== YOUR TASK ==
Give back every entry in full, exactly as it reads.

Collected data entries
+---+
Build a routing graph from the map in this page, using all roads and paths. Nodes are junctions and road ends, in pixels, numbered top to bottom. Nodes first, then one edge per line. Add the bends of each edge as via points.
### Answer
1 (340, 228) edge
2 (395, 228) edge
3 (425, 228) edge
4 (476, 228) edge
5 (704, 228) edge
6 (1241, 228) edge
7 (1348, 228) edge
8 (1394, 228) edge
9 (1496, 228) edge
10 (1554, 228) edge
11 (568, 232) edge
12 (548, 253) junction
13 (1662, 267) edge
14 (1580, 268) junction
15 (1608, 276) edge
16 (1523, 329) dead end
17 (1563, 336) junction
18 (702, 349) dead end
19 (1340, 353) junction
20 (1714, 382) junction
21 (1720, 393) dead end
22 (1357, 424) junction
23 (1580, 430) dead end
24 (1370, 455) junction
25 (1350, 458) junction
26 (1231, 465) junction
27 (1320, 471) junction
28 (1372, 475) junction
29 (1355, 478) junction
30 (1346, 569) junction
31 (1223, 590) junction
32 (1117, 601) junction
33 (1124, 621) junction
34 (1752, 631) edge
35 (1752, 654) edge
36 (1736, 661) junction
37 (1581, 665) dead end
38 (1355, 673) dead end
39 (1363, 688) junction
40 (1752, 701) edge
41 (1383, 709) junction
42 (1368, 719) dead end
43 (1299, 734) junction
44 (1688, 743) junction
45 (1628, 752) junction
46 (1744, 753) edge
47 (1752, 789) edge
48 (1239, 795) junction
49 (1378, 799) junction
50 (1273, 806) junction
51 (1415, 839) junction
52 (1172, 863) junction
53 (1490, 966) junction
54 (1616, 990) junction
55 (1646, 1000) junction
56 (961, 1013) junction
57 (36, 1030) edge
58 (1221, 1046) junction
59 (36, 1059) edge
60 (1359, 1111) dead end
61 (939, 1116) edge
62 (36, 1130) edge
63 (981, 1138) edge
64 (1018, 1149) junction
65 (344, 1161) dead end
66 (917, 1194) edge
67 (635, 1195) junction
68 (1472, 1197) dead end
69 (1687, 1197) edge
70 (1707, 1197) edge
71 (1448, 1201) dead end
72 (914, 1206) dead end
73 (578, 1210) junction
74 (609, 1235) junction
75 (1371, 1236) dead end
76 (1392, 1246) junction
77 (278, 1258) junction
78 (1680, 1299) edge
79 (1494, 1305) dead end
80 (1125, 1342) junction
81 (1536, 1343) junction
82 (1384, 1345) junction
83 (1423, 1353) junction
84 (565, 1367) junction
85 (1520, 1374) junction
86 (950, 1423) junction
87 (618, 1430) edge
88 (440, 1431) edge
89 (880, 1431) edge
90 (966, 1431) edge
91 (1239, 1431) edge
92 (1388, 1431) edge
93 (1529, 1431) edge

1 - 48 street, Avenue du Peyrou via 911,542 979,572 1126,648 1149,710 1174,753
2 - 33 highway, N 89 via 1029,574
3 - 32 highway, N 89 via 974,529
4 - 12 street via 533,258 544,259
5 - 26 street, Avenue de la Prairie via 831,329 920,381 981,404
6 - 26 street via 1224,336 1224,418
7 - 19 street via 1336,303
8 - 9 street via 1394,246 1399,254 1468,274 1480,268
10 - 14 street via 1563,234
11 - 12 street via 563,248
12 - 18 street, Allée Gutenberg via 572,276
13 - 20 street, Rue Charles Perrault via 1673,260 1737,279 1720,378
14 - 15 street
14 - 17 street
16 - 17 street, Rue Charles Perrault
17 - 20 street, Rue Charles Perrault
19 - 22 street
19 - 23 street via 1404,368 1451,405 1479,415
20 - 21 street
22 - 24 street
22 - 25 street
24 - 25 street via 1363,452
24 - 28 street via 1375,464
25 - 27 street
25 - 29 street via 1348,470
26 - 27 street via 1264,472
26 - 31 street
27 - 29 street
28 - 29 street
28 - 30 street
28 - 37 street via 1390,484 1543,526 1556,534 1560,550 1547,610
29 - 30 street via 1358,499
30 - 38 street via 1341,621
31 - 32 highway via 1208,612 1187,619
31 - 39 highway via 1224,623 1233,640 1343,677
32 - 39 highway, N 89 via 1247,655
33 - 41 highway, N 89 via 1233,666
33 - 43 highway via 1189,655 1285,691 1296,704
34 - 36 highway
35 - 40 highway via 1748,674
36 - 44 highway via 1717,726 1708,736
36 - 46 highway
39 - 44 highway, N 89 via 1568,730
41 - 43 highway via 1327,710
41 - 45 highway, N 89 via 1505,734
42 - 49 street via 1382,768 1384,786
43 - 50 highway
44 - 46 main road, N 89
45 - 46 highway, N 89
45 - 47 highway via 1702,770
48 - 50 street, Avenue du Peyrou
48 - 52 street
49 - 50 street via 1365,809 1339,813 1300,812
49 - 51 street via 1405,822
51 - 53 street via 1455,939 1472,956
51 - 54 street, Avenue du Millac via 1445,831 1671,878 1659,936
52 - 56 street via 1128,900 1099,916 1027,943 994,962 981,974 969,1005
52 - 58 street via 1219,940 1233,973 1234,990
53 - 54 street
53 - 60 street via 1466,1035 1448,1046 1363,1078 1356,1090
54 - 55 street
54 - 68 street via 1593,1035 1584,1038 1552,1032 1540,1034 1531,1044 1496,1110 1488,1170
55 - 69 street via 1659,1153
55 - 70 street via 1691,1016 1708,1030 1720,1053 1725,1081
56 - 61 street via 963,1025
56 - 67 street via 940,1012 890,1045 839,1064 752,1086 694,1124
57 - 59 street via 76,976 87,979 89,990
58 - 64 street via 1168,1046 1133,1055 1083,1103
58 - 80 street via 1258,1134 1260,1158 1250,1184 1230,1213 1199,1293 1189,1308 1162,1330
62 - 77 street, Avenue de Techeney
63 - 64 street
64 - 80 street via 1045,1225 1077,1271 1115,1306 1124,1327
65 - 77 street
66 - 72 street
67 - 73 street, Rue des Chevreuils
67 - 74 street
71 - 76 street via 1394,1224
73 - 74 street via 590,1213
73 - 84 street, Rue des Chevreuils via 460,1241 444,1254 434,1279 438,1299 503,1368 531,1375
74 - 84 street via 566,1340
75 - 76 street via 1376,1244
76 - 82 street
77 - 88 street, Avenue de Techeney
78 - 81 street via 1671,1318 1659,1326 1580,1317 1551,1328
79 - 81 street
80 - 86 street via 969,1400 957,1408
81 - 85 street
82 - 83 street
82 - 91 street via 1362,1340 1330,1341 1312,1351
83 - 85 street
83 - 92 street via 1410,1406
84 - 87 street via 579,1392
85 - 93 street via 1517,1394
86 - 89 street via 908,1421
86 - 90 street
+---+
== SOLUTION TO THIS PROBLEM ==
Build a routing graph from the map in this page, using all roads and paths. Nodes are junctions and road ends, in pixels, numbered top to bottom. Nodes first, then one edge per line. Add the bends of each edge as via points.
### Answer
1 (340, 228) edge
2 (395, 228) edge
3 (425, 228) edge
4 (476, 228) edge
5 (704, 228) edge
6 (1241, 228) edge
7 (1348, 228) edge
8 (1394, 228) edge
9 (1496, 228) edge
10 (1554, 228) edge
11 (568, 232) edge
12 (548, 253) junction
13 (1662, 267) edge
14 (1580, 268) junction
15 (1608, 276) edge
16 (1523, 329) dead end
17 (1563, 336) junction
18 (702, 349) dead end
19 (1340, 353) junction
20 (1714, 382) junction
21 (1720, 393) dead end
22 (1357, 424) junction
23 (1580, 430) dead end
24 (1370, 455) junction
25 (1350, 458) junction
26 (1231, 465) junction
27 (1320, 471) junction
28 (1372, 475) junction
29 (1355, 478) junction
30 (1346, 569) junction
31 (1223, 590) junction
32 (1117, 601) junction
33 (1124, 621) junction
34 (1752, 631) edge
35 (1752, 654) edge
36 (1736, 661) junction
37 (1581, 665) dead end
38 (1355, 673) dead end
39 (1363, 688) junction
40 (1752, 701) edge
41 (1383, 709) junction
42 (1368, 719) dead end
43 (1299, 734) junction
44 (1688, 743) junction
45 (1628, 752) junction
46 (1744, 753) edge
47 (1752, 789) edge
48 (1239, 795) junction
49 (1378, 799) junction
50 (1273, 806) junction
51 (1415, 839) junction
52 (1172, 863) junction
53 (1490, 966) junction
54 (1616, 990) junction
55 (1646, 1000) junction
56 (961, 1013) junction
57 (36, 1030) edge
58 (1221, 1046) junction
59 (36, 1059) edge
60 (1359, 1111) dead end
61 (939, 1116) edge
62 (36, 1130) edge
63 (981, 1138) edge
64 (1018, 1149) junction
65 (344, 1161) dead end
66 (917, 1194) edge
67 (635, 1195) junction
68 (1472, 1197) dead end
69 (1687, 1197) edge
70 (1707, 1197) edge
71 (1448, 1201) dead end
72 (914, 1206) dead end
73 (578, 1210) junction
74 (609, 1235) junction
75 (1371, 1236) dead end
76 (1392, 1246) junction
77 (278, 1258) junction
78 (1680, 1299) edge
79 (1494, 1305) dead end
80 (1125, 1342) junction
81 (1536, 1343) junction
82 (1384, 1345) junction
83 (1423, 1353) junction
84 (565, 1367) junction
85 (1520, 1374) junction
86 (950, 1423) junction
87 (618, 1430) edge
88 (440, 1431) edge
89 (880, 1431) edge
90 (966, 1431) edge
91 (1239, 1431) edge
92 (1388, 1431) edge
93 (1529, 1431) edge

1 - 48 street, Avenue du Peyrou via 911,542 979,572 1126,648 1149,710 1174,753
2 - 33 highway, N 89 via 1029,574
3 - 32 highway, N 89 via 974,529
4 - 12 street via 533,258 544,259
5 - 26 street, Avenue de la Prairie via 831,329 920,381 981,404
6 - 26 street via 1224,336 1224,418
7 - 19 street via 1336,303
8 - 9 street via 1394,246 1399,254 1468,274 1480,268
10 - 14 street via 1563,234
11 - 12 street via 563,248
12 - 18 street, Allée Gutenberg via 572,276
13 - 20 street, Rue Charles Perrault via 1673,260 1737,279 1720,378
14 - 15 street
14 - 17 street
16 - 17 street, Rue Charles Perrault
17 - 20 street, Rue Charles Perrault
19 - 22 street
19 - 23 street via 1404,368 1451,405 1479,415
20 - 21 street
22 - 24 street
22 - 25 street
24 - 25 street via 1363,452
24 - 28 street via 1375,464
25 - 27 street
25 - 29 street via 1348,470
26 - 27 street via 1264,472
26 - 31 street
27 - 29 street
28 - 29 street
28 - 30 street
28 - 37 street via 1390,484 1543,526 1556,534 1560,550 1547,610
29 - 30 street via 1358,499
30 - 38 street via 1341,621
31 - 32 highway via 1208,612 1187,619
31 - 39 highway via 1224,623 1233,640 1343,677
32 - 39 highway, N 89 via 1247,655
33 - 41 highway, N 89 via 1233,666
33 - 43 highway via 1189,655 1285,691 1296,704
34 - 36 highway
35 - 40 highway via 1748,674
36 - 44 highway via 1717,726 1708,736
36 - 46 highway
39 - 44 highway, N 89 via 1568,730
41 - 43 highway via 1327,710
41 - 45 highway, N 89 via 1505,734
42 - 49 street via 1382,768 1384,786
43 - 50 highway
44 - 46 main road, N 89
45 - 46 highway, N 89
45 - 47 highway via 1702,770
48 - 50 street, Avenue du Peyrou
48 - 52 street
49 - 50 street via 1365,809 1339,813 1300,812
49 - 51 street via 1405,822
51 - 53 street via 1455,939 1472,956
51 - 54 street, Avenue du Millac via 1445,831 1671,878 1659,936
52 - 56 street via 1128,900 1099,916 1027,943 994,962 981,974 969,1005
52 - 58 street via 1219,940 1233,973 1234,990
53 - 54 street
53 - 60 street via 1466,1035 1448,1046 1363,1078 1356,1090
54 - 55 street
54 - 68 street via 1593,1035 1584,1038 1552,1032 1540,1034 1531,1044 1496,1110 1488,1170
55 - 69 street via 1659,1153
55 - 70 street via 1691,1016 1708,1030 1720,1053 1725,1081
56 - 61 street via 963,1025
56 - 67 street via 940,1012 890,1045 839,1064 752,1086 694,1124
57 - 59 street via 76,976 87,979 89,990
58 - 64 street via 1168,1046 1133,1055 1083,1103
58 - 80 street via 1258,1134 1260,1158 1250,1184 1230,1213 1199,1293 1189,1308 1162,1330
62 - 77 street, Avenue de Techeney
63 - 64 street
64 - 80 street via 1045,1225 1077,1271 1115,1306 1124,1327
65 - 77 street
66 - 72 street
67 - 73 street, Rue des Chevreuils
67 - 74 street
71 - 76 street via 1394,1224
73 - 74 street via 590,1213
73 - 84 street, Rue des Chevreuils via 460,1241 444,1254 434,1279 438,1299 503,1368 531,1375
74 - 84 street via 566,1340
75 - 76 street via 1376,1244
76 - 82 street
77 - 88 street, Avenue de Techeney
78 - 81 street via 1671,1318 1659,1326 1580,1317 1551,1328
79 - 81 street
80 - 86 street via 969,1400 957,1408
81 - 85 street
82 - 83 street
82 - 91 street via 1362,1340 1330,1341 1312,1351
83 - 85 street
83 - 92 street via 1410,1406
84 - 87 street via 579,1392
85 - 93 street via 1517,1394
86 - 89 street via 908,1421
86 - 90 street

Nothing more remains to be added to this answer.